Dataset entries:
[Start of section]

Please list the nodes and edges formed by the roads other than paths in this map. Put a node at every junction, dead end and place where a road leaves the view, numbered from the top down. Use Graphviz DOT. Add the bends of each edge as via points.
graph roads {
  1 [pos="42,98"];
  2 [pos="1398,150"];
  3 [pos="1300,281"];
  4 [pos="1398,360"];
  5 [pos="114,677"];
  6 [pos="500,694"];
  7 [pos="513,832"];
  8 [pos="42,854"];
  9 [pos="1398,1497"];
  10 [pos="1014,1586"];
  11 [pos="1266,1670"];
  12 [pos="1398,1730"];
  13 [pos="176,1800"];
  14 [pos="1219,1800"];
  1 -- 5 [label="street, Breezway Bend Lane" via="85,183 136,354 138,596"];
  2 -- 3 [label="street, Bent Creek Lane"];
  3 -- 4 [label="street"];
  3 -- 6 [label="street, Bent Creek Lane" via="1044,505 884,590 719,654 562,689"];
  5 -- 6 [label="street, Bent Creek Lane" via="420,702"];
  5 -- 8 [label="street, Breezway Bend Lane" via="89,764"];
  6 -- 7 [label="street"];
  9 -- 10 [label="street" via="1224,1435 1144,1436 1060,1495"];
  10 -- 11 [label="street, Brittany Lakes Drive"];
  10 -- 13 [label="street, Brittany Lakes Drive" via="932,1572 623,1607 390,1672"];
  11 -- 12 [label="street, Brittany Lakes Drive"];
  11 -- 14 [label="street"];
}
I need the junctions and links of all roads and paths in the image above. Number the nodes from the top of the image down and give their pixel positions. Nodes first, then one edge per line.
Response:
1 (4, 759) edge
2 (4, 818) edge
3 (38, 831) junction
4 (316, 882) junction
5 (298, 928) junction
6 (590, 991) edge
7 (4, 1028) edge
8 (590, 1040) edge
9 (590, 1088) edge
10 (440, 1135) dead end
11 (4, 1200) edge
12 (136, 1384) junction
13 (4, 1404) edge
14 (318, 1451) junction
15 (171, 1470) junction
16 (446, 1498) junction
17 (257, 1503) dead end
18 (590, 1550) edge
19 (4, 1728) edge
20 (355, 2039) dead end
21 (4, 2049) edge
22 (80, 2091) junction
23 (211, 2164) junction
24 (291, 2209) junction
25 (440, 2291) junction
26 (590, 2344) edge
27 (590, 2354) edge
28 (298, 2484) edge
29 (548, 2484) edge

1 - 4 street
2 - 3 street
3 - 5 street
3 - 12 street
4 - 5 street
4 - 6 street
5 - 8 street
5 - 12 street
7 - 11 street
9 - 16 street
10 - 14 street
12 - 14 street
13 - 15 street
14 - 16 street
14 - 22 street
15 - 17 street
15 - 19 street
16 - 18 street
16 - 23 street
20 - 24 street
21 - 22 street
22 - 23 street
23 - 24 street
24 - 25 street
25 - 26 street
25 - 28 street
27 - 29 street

[End of section]

:: What is needed ::
Write the entries above out again, verbatim.

:: Worked solution ::
Please list the nodes and edges formed by the roads other than paths in this map. Put a node at every junction, dead end and place where a road leaves the view, numbered from the top down. Use Graphviz DOT. Add the bends of each edge as via points.
graph roads {
  1 [pos="42,98"];
  2 [pos="1398,150"];
  3 [pos="1300,281"];
  4 [pos="1398,360"];
  5 [pos="114,677"];
  6 [pos="500,694"];
  7 [pos="513,832"];
  8 [pos="42,854"];
  9 [pos="1398,1497"];
  10 [pos="1014,1586"];
  11 [pos="1266,1670"];
  12 [pos="1398,1730"];
  13 [pos="176,1800"];
  14 [pos="1219,1800"];
  1 -- 5 [label="street, Breezway Bend Lane" via="85,183 136,354 138,596"];
  2 -- 3 [label="street, Bent Creek Lane"];
  3 -- 4 [label="street"];
  3 -- 6 [label="street, Bent Creek Lane" via="1044,505 884,590 719,654 562,689"];
  5 -- 6 [label="street, Bent Creek Lane" via="420,702"];
  5 -- 8 [label="street, Breezway Bend Lane" via="89,764"];
  6 -- 7 [label="street"];
  9 -- 10 [label="street" via="1224,1435 1144,1436 1060,1495"];
  10 -- 11 [label="street, Brittany Lakes Drive"];
  10 -- 13 [label="street, Brittany Lakes Drive" via="932,1572 623,1607 390,1672"];
  11 -- 12 [label="street, Brittany Lakes Drive"];
  11 -- 14 [label="street"];
}
I need the junctions and links of all roads and paths in the image above. Number the nodes from the top of the image down and give their pixel positions. Nodes first, then one edge per line.
Response:
1 (4, 759) edge
2 (4, 818) edge
3 (38, 831) junction
4 (316, 882) junction
5 (298, 928) junction
6 (590, 991) edge
7 (4, 1028) edge
8 (590, 1040) edge
9 (590, 1088) edge
10 (440, 1135) dead end
11 (4, 1200) edge
12 (136, 1384) junction
13 (4, 1404) edge
14 (318, 1451) junction
15 (171, 1470) junction
16 (446, 1498) junction
17 (257, 1503) dead end
18 (590, 1550) edge
19 (4, 1728) edge
20 (355, 2039) dead end
21 (4, 2049) edge
22 (80, 2091) junction
23 (211, 2164) junction
24 (291, 2209) junction
25 (440, 2291) junction
26 (590, 2344) edge
27 (590, 2354) edge
28 (298, 2484) edge
29 (548, 2484) edge

1 - 4 street
2 - 3 street
3 - 5 street
3 - 12 street
4 - 5 street
4 - 6 street
5 - 8 street
5 - 12 street
7 - 11 street
9 - 16 street
10 - 14 street
12 - 14 street
13 - 15 street
14 - 16 street
14 - 22 street
15 - 17 street
15 - 19 street
16 - 18 street
16 - 23 street
20 - 24 street
21 - 22 street
22 - 23 street
23 - 24 street
24 - 25 street
25 - 26 street
25 - 28 street
27 - 29 street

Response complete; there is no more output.